Filter the records, keeping every line that has the string "Naylor".

————

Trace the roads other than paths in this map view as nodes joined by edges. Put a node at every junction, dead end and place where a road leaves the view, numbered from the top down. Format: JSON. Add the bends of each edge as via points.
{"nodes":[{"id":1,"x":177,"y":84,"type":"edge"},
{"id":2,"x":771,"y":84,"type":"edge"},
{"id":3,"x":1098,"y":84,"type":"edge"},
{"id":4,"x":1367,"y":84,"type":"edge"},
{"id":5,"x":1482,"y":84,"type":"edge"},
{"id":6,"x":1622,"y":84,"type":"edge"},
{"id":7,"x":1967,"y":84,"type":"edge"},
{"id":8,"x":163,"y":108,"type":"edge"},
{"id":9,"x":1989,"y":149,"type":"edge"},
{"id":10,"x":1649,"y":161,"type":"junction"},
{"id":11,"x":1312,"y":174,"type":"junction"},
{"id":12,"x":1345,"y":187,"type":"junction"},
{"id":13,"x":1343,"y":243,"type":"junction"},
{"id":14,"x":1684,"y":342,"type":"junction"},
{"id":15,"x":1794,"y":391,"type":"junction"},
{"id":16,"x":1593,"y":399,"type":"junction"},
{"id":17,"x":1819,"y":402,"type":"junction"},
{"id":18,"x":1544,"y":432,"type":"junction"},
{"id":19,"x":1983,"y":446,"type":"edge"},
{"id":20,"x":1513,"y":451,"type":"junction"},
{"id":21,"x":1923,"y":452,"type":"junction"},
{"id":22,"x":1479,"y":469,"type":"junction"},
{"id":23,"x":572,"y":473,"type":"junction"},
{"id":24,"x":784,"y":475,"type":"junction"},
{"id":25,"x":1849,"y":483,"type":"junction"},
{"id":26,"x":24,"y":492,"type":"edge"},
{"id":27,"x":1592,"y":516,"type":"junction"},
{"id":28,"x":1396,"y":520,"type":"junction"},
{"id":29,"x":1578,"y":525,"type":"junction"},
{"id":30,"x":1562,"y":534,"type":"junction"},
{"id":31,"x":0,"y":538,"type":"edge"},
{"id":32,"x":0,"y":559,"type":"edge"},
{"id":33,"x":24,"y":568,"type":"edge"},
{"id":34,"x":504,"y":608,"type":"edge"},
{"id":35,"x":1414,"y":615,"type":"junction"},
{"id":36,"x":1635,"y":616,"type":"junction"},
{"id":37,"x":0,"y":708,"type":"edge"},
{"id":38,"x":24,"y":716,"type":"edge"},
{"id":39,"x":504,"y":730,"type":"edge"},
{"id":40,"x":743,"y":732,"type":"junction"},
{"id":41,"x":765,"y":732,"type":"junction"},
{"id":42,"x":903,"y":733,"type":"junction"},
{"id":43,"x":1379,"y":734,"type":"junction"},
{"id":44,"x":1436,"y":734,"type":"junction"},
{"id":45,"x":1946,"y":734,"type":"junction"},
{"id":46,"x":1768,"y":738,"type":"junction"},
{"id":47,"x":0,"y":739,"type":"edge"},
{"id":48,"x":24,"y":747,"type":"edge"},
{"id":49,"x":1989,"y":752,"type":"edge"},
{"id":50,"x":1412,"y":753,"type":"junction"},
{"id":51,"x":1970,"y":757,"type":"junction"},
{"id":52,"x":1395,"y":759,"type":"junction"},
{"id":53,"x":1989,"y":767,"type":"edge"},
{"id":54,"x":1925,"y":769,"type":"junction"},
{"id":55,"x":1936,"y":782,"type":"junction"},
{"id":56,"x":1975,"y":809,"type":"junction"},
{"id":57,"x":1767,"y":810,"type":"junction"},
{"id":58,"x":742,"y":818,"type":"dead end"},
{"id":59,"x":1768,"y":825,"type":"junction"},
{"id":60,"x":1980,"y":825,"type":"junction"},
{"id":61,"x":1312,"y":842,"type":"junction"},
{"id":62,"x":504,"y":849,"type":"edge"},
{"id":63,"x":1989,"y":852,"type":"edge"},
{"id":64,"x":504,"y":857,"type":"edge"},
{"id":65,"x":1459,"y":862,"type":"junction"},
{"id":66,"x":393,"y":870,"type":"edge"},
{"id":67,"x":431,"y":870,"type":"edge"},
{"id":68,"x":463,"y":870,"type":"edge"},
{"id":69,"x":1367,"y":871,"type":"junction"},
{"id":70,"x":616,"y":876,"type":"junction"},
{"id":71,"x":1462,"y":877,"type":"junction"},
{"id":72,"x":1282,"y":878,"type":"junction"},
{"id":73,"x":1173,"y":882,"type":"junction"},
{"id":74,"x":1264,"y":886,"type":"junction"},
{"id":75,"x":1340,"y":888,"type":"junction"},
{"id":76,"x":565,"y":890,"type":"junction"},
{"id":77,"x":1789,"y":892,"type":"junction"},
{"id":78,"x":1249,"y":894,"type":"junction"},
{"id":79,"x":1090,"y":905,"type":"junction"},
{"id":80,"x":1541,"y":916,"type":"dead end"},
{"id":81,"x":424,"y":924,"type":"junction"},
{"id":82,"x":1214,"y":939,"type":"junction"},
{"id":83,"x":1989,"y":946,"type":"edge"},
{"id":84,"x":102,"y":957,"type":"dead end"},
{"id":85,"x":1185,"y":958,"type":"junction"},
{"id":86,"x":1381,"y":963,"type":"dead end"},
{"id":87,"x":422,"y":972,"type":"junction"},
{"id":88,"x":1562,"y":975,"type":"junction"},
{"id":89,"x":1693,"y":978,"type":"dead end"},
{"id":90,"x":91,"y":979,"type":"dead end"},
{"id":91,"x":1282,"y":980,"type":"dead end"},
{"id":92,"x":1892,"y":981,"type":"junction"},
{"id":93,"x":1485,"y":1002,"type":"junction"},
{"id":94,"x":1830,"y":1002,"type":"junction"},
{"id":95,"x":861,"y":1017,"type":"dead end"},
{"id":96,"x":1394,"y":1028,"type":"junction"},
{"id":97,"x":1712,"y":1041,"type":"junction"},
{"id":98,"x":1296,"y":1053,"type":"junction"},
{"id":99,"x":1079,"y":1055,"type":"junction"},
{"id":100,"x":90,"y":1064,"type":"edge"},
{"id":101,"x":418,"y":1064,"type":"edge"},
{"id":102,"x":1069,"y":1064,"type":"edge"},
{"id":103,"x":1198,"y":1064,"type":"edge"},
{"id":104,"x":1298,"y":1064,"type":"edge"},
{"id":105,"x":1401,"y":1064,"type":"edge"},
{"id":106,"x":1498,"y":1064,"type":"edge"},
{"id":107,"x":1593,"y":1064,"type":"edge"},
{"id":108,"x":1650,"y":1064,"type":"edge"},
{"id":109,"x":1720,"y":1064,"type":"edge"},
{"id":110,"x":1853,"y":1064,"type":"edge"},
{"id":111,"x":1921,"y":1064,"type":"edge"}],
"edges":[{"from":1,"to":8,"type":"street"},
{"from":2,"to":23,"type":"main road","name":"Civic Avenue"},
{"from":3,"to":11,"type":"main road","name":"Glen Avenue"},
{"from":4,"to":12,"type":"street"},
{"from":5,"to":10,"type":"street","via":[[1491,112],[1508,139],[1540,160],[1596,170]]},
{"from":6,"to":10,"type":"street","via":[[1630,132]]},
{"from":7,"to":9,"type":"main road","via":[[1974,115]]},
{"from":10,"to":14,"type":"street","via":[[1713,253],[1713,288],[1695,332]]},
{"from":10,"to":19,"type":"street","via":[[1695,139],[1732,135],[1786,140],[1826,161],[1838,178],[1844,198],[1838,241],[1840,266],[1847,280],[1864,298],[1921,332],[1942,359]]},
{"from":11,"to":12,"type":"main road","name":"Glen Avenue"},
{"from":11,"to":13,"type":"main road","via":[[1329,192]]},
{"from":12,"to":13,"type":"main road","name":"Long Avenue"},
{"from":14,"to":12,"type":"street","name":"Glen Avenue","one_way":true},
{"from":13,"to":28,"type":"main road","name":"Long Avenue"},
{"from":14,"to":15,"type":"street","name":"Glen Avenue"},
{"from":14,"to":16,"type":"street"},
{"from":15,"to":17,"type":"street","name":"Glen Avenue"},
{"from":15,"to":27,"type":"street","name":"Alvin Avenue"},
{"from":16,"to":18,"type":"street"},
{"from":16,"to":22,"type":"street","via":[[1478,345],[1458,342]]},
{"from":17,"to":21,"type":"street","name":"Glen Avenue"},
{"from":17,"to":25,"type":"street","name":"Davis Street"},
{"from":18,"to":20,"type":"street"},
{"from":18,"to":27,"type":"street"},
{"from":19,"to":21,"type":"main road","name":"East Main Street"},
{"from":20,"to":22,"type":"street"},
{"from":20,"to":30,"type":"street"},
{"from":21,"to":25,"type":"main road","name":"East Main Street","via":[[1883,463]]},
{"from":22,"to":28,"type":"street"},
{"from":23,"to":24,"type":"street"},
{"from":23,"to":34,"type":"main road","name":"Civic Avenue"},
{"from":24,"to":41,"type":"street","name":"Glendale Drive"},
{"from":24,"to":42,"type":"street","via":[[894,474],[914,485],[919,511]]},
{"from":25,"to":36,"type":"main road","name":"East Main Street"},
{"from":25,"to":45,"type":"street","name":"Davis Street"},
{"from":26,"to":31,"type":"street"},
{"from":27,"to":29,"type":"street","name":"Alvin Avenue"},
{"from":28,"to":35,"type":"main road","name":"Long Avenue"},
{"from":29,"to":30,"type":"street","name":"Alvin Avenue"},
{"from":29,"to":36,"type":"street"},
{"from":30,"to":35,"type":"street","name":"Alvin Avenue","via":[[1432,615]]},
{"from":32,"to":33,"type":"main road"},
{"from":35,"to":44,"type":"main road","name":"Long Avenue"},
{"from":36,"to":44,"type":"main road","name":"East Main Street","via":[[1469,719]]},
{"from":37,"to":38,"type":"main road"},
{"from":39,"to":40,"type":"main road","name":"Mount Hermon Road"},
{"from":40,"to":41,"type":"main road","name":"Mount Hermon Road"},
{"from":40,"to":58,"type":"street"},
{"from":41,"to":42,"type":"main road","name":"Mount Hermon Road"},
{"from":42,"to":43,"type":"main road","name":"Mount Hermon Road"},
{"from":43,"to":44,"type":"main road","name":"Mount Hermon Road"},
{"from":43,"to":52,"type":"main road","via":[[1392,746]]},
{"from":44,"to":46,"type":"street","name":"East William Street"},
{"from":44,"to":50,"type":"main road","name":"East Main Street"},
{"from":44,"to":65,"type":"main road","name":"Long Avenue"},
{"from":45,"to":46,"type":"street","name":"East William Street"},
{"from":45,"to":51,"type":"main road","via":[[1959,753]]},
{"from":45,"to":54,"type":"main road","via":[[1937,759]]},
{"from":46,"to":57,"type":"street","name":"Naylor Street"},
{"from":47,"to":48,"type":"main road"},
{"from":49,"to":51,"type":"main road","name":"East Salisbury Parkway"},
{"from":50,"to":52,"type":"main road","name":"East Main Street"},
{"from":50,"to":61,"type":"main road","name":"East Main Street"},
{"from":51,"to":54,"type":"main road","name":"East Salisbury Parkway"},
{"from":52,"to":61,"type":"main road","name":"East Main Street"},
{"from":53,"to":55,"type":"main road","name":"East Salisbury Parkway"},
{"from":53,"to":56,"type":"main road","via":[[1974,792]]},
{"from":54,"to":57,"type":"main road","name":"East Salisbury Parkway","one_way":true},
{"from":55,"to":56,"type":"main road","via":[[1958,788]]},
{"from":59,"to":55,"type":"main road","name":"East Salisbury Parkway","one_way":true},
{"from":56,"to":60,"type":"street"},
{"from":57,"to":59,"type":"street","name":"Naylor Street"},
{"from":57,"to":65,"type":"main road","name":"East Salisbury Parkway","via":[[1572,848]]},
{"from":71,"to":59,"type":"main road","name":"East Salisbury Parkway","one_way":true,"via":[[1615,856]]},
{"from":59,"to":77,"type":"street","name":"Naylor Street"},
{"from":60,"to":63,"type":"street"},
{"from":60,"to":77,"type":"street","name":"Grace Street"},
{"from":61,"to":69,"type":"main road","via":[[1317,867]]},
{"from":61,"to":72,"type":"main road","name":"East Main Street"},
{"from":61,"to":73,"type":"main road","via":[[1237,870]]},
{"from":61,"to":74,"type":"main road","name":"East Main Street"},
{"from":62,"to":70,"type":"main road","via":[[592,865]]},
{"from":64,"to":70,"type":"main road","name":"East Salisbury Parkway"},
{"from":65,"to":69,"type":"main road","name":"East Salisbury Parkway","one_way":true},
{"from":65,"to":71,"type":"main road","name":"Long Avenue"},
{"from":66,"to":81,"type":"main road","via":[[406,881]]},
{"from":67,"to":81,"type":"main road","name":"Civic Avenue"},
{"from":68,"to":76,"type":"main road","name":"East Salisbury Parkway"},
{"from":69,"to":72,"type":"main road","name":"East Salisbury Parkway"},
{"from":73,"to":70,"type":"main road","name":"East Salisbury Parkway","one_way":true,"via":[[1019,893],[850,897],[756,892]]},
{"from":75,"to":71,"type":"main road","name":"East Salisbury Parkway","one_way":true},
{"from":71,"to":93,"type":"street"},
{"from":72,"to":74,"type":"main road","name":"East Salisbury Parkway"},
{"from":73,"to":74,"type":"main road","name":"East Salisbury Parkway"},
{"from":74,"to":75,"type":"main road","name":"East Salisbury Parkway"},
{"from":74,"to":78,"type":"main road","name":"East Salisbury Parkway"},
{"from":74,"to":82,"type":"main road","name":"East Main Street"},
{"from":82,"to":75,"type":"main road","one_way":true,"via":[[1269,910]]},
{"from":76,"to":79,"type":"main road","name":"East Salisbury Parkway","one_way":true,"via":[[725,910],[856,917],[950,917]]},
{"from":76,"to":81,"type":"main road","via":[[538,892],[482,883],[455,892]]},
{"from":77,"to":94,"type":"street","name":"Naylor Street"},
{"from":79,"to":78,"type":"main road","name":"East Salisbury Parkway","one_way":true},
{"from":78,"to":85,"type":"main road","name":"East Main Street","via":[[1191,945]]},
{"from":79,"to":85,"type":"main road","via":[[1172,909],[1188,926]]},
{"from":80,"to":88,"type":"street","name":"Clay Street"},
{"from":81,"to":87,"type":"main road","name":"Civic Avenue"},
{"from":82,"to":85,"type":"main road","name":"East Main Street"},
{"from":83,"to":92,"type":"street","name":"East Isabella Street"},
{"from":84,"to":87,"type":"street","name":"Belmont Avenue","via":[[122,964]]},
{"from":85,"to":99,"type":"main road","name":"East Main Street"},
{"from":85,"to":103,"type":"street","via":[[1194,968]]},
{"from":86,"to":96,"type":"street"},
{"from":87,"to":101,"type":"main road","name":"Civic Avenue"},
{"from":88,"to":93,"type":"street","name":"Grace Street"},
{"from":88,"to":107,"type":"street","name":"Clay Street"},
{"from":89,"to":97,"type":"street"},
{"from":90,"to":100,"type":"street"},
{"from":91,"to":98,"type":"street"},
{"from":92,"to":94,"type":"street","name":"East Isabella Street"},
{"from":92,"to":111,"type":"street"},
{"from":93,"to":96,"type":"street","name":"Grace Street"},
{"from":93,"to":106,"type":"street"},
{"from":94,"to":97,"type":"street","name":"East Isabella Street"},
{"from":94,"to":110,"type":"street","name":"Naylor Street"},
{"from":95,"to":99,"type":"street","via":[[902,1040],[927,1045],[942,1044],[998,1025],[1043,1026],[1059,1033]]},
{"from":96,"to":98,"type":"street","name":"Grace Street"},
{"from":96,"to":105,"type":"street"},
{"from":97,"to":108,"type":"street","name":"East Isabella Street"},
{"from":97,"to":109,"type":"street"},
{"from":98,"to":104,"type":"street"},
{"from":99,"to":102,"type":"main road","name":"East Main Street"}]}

————

◆ **Result of this task**
{"from":46,"to":57,"type":"street","name":"Naylor Street"},
{"from":57,"to":59,"type":"street","name":"Naylor Street"},
{"from":59,"to":77,"type":"street","name":"Naylor Street"},
{"from":77,"to":94,"type":"street","name":"Naylor Street"},
{"from":94,"to":110,"type":"street","name":"Naylor Street"},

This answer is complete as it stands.